Image of a Refugee Slaves Taken During Civil War


It is important to understand, that as Union forces moved into a new area, it was common for refugee slaves to flee towards the Union line, and in some cases near rivers, which were navigated---they hoped to be taken aboard and given refuge. In this case on the one ship that was hit most heavily, several dozen slaves, newly freed were taken on. So close to freedom, but oh yet so far!!

The remaining boats were fired upon, but they thankfully the 83rd US Colored Infantry, was there, in addition to 54th Arkansas Colored Infantry. (Not affiliated with the 54 Mass).  It is not known if those boats had take on slaves for refuge, or not.  It is known that the colored soldiers defended the boats and was able to fend off attacks upon the Lotus. After two days they arrived safely in Little Rock, the capital.

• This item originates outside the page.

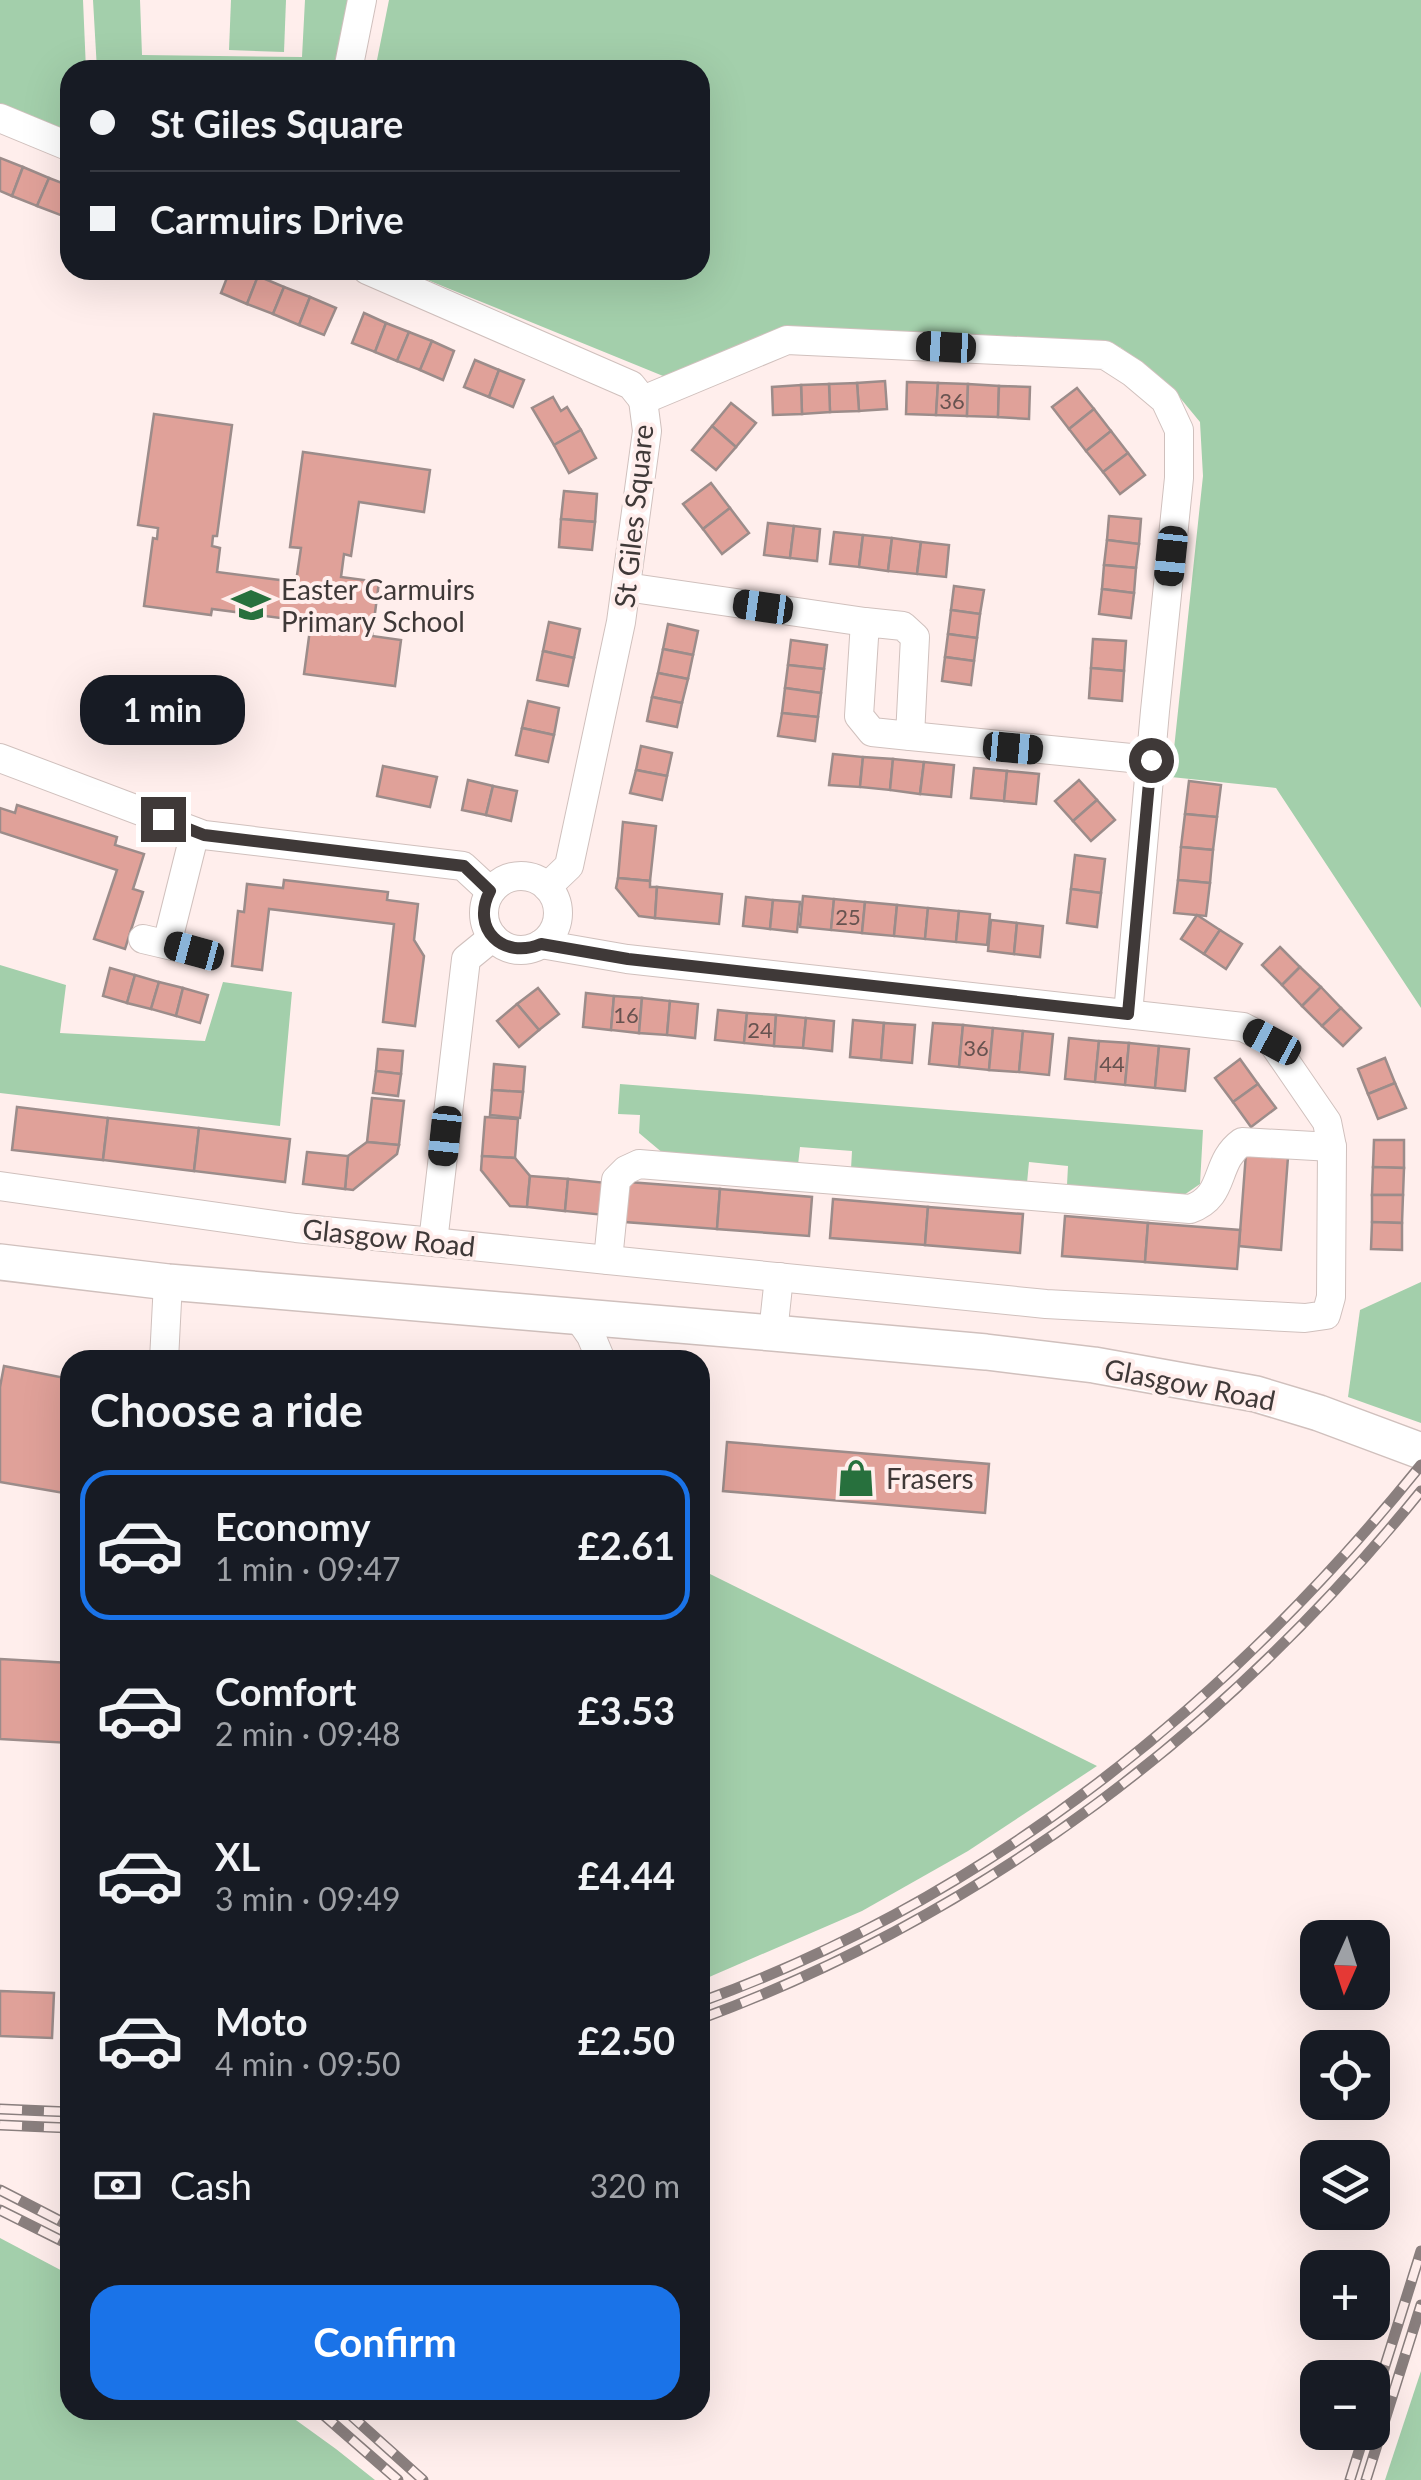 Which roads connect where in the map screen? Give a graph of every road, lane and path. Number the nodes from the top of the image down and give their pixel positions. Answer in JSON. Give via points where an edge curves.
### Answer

Though the war would come to an end within 3 months time, by this time, the 83rd (once part of the Kansas Colored) were seasoned fighters, having seen action, in Missouri, Arkansas, and Indian Territory. Their involvement with protecting the Lotus Steamer was mild in comparison to the major battles in which they had been engaged before that time.

Source of informationThe War of the Rebellion: A Compilation of the Official Records of the Union and Confederate Armies. Series 1, Vol. 48. Washington DC: Government Printing Office, 1890–1901, pp. 11–17.